The human spirit is incredibly deeply programmed for survival.  And when the psyche is injured at a young age, it becomes VERY defensive by nature and VERY capable of manipulating and playing the situation to it's best advantage. These kids are PROFESSIONALS at this process.  They are generally very sweet in public and to those who they do not see on a daily basis.  They save their 'behaviors' for those who are trying to get the closest to them, because, deep down inside, they know that we hold the most power to hurt them again.  So they work VERY hard at making SURE we can not get close enough to have that power.  

Please, if you know a parent of a RAD child, don't judge them.  Support them.  You may not understand them, you may think that things are 'odd' - but don't judge them.   Please.  Pray for them, and help them, if you can.  And if you really want to make a difference, educate yourself, (www.attachment.org is a good place to start) and help get the word out, so that others will become aware of this challenging 'disorder' and perhaps we can work some change into the 'system' and actually get these kids, and the families that are trying to help them, some HELP . .. .  before any more members of the support groups are found stabbed to death in their own beds.
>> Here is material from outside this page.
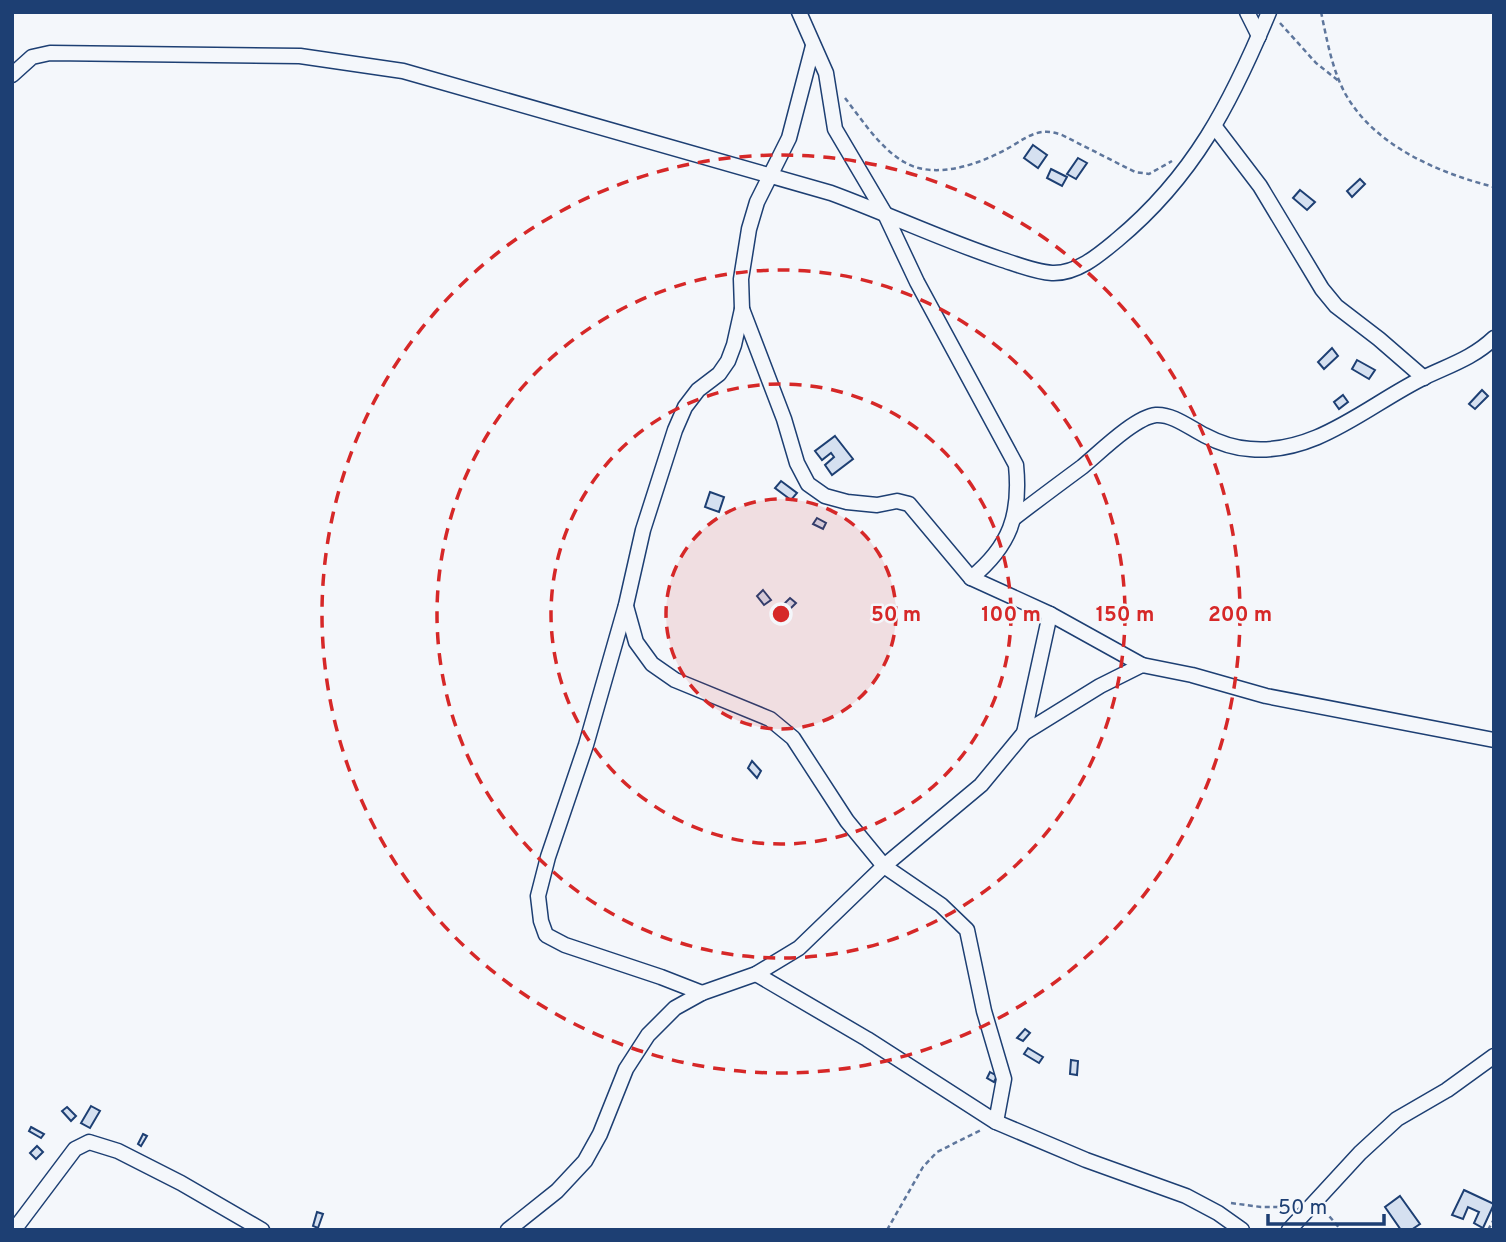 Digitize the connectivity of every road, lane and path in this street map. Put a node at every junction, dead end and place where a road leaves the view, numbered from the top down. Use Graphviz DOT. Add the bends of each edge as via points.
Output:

My only thoughts . . . "I could have been that mom."  Sobering.



And . . . also found on Thursday (but written in 2006) . . .



Reactive Attachment Disorder, RAD is one of those things other people don’t really notice. The reactive part is usually seen and felt the most by the primary caregiver–or the mom in most cases. What a RAD Mom needs the most is support from others in ways you may have never thought of.

    I hope you will pop over to this post and read the 10 Ways that YOU can Support a Family that deals with the Realities of RAD on a daily basis.


    While we may not be dealing with daily or weekly RAGES, we are certainly not removed from the pain of having a daughter who suffers from serious mental health issues.  (She was diagnosed with Major Depressive Disorder, in addition to Reactive Attachment Disorder.)  We speak with her on the phone.  We receive reports from the facility director and on-site social worker.  We think of her often.  We pray for her.  We hope to be able to visit her this spring.  (The facility director did not feel she was ready for a visit during her first 6 months there.)  We hope with all of our hearts that the Lord will bring healing.  We await the day that she can come home.




    6 comments:

    1. So many people don't understand RAD. Thanks for sharing.

      ReplyDelete
    2. I know I have said this many times before but thank you for being open and honest about the realities of RAD. We need to raise awareness of this very serious mental illness.

      ReplyDelete
      Replies
      1. Yes. We need to raise awareness of RAD (and PTSD in children, and FASD, and ODD, and Major Depressive Disorder).

        Thanks for always being so encouraging.

        Blessings,

        Laurel :)

        Delete
    3. We thought our little guy (age 8) had RAD and now we find its extreme PTSD, which can be equally extreme. I know the vigilance and exhaustion. I know. I get this...been there, still there, living there NOW. Praise God for those who don't judge and just help.

      ReplyDelete
      Replies
      1. PTSD and RAD can be so interrelated. Both can bring such extreme (and sad and frightening) behaviors.

        I hope that you do have others around you to support and encourage as you walk this journey.

        Hugs!

        Laurel

        Delete
    4. Thank you for your honesty & openness. While not a mom of a child with RAD, I am a mom of a child with PTSD and it's unbelievably draining. God bless you as you seek Him through your struggles!